Nookongbut Phitthaya, Kantachote Duangporn, Krishnan Kannan, Megharaj Mallavarapu
Faculty of Science, Department of Microbiology, Prince of Songkla University, Hat Yai, Thailand.
Center of Excellence on Hazardous Substance Management (HSM), Bangkok, Thailand.
J Basic Microbiol. 2017 Apr;57(4):316-324. doi: 10.1002/jobm.201600584. Epub 2017 Jan 5.

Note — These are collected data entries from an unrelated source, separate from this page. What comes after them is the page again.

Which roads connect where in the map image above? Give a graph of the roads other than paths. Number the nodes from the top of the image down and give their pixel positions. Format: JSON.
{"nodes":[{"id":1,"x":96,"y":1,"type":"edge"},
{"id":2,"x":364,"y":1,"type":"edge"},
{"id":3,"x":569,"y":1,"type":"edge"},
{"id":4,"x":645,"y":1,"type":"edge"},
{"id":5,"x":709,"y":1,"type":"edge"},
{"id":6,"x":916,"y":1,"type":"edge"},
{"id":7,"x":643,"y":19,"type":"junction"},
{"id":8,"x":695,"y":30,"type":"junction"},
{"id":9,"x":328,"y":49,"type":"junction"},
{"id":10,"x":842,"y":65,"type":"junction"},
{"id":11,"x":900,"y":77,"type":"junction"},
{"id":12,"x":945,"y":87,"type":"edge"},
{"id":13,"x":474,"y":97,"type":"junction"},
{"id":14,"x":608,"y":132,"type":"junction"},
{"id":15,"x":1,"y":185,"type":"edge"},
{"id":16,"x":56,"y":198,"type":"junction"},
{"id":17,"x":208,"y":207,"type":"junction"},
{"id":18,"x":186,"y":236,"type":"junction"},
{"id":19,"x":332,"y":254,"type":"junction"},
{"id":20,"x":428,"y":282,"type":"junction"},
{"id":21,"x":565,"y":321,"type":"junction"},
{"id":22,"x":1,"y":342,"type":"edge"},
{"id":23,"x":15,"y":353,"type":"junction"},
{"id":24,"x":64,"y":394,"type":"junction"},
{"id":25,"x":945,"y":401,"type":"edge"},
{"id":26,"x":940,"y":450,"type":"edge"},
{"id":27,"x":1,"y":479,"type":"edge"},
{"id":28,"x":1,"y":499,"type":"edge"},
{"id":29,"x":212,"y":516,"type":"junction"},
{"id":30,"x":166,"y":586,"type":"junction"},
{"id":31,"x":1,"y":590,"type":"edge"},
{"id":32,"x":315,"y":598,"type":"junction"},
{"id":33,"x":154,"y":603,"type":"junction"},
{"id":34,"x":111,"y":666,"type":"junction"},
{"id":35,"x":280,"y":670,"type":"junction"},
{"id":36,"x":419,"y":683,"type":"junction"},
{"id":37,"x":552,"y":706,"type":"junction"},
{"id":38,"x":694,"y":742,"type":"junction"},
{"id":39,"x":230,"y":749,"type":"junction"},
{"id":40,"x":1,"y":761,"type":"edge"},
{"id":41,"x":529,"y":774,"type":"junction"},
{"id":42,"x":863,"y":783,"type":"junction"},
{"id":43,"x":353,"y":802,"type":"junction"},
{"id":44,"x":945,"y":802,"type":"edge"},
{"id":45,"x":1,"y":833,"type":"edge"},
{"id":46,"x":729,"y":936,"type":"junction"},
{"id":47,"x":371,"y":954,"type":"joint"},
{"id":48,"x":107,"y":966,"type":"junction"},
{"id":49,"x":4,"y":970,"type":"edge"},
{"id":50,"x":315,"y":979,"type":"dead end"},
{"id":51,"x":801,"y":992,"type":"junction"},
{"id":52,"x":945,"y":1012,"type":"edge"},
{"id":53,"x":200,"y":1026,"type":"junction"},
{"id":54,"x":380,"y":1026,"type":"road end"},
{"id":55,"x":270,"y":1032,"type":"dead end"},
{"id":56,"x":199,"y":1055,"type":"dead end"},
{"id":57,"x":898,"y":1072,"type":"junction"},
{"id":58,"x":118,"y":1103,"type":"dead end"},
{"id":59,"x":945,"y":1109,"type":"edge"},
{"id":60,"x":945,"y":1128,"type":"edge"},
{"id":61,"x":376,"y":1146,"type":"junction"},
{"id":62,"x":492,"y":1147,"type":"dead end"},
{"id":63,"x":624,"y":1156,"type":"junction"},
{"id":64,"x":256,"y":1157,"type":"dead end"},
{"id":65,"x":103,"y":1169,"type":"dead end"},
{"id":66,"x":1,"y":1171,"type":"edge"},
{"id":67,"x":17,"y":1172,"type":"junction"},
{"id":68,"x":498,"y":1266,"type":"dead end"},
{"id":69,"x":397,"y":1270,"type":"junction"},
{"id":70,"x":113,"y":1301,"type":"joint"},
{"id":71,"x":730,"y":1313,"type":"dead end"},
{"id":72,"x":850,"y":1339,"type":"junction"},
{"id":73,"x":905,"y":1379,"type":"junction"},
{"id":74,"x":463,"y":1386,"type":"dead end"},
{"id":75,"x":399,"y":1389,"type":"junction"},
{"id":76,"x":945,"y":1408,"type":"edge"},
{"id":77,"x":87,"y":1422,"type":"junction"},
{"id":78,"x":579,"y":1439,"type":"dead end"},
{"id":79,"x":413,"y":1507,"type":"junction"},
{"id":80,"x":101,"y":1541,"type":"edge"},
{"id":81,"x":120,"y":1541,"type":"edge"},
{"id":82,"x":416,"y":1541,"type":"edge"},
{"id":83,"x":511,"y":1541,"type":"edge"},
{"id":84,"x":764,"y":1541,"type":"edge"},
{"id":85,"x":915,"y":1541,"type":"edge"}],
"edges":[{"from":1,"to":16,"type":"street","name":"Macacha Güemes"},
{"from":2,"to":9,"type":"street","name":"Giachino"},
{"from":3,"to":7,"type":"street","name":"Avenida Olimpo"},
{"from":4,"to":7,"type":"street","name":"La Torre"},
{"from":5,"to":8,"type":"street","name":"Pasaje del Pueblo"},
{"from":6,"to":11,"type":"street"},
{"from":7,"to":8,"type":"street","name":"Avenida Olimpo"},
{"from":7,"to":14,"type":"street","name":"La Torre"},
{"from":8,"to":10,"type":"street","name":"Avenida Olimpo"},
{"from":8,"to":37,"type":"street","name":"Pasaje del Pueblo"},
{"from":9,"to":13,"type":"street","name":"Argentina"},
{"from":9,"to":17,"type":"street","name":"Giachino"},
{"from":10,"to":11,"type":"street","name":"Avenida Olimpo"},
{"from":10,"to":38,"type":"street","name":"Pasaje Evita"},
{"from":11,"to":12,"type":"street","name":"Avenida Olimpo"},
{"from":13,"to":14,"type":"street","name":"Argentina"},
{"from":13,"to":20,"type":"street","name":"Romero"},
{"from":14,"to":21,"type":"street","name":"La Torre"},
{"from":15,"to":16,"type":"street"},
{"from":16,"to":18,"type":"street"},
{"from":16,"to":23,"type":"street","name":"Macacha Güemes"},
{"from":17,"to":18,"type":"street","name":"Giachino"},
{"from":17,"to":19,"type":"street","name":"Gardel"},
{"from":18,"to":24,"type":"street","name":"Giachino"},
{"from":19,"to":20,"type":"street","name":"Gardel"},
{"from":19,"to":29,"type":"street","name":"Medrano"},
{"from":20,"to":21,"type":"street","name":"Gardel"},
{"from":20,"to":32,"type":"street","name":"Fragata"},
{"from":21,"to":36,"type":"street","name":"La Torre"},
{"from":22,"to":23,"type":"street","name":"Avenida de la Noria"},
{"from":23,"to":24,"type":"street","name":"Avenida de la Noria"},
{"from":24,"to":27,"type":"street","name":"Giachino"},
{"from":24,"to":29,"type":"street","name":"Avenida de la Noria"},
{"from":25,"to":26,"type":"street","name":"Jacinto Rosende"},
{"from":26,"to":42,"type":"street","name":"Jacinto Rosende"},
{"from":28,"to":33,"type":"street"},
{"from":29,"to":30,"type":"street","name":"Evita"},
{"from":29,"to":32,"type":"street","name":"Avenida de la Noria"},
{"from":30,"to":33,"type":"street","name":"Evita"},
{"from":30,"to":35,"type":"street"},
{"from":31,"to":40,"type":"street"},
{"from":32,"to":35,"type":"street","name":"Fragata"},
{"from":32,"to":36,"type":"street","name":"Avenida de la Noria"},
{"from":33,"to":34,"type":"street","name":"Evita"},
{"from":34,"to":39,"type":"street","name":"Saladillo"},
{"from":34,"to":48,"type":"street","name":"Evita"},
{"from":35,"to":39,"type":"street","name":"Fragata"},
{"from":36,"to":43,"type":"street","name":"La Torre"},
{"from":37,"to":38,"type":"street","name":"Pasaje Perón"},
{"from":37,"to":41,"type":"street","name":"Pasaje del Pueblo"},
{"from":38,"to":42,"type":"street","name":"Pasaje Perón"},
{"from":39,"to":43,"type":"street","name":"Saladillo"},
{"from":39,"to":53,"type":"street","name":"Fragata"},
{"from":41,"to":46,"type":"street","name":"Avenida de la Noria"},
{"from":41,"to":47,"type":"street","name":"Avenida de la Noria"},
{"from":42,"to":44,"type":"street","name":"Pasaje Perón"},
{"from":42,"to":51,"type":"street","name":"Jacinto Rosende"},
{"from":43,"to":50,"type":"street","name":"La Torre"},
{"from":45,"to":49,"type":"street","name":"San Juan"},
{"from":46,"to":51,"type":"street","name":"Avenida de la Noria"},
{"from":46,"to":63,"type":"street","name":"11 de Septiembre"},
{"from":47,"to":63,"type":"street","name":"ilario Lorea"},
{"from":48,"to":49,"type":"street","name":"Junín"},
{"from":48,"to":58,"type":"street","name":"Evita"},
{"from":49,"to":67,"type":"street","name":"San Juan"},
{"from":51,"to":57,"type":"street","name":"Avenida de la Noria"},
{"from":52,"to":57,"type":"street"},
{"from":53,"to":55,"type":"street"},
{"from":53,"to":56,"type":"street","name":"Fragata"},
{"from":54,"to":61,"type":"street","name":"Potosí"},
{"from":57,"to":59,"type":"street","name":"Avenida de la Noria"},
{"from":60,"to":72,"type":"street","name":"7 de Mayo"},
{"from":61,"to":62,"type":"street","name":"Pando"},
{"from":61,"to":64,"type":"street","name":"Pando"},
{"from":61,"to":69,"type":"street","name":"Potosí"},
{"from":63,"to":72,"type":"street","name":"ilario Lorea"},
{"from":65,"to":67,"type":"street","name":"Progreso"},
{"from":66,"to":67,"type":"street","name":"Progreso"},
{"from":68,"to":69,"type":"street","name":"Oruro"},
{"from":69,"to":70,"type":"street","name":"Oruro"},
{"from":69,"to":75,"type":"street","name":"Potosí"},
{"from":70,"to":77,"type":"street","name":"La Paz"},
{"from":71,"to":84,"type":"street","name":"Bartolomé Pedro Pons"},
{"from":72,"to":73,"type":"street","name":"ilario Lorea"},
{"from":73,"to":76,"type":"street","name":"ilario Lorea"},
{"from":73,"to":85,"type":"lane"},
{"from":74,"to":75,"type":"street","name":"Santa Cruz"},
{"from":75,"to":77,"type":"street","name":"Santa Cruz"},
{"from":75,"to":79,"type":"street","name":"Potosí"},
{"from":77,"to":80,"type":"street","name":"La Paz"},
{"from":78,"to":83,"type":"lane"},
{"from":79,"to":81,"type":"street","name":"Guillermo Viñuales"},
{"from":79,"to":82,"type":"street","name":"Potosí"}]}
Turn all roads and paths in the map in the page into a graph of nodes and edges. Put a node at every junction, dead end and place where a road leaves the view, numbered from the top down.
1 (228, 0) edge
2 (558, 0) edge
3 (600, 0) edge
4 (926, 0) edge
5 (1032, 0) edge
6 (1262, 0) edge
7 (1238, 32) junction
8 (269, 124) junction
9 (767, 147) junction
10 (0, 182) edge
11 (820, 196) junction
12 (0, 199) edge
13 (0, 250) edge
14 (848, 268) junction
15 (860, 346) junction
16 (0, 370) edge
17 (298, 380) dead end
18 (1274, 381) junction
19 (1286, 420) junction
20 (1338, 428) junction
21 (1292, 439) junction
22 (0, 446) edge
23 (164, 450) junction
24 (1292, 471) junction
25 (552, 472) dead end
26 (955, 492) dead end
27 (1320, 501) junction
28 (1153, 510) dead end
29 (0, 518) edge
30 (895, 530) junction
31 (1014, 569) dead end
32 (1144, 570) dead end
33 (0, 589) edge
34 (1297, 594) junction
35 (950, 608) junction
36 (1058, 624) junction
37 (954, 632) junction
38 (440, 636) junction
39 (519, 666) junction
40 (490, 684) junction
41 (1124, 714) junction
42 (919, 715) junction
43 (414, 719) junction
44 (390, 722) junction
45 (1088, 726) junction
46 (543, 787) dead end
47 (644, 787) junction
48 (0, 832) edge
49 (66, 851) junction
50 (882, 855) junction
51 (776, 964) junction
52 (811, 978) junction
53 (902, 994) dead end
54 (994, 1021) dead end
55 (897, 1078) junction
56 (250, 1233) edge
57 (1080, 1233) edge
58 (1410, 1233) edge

This study aimed to identify arsenic resistant mechanisms in As-resistant purple nonsulfur bacteria (PNSB) by screening them for presence of As-resistance genes and related enzymes. Resistance to As(III) and As(V) of four As-resistant PNSB determined in terms of median inhibition concentration (IC values) were in the order of strains Rhodopseudomonas palustris C1 > R. palustris AB3 > Rubrivivax benzoatilyticus C31 > R. palustris L28 which corresponded to the presence of As-resistance genes in these bacteria. The strain C1 showed all As-marker genes; arsC, arsM, aioA, and acr3, while aioA was not detected in strain AB3. Strains C31 and L28 had only Arsenite-transporter gene, acr3. Translation of all these detected gene sequences of strain C1 to amino acid sequences showed that these proteins have vicinal cysteine; Cys126, Cys105, and Cys178 of Acr3, ArsC, AioA, respectively. Tertiary structure of proteins Acr3, ArsC, AioA, and ArsM showed strain C1 exhibits the high activities of arsenite oxidase and arsenate reductase enzymes that are encoded by aioA and arsC genes, respectively. Moreover, strain C1 with arsM gene produced volatile-methylated As-compounds; monomethylarsonic acid (MMA), dimethylarsenic acid (DMA), and arsenobetaine (AsB) in the presence of either As(III) or As(V). In conclusion, the strain C1 has great potential for its application in bioremediation of As-contaminated sites.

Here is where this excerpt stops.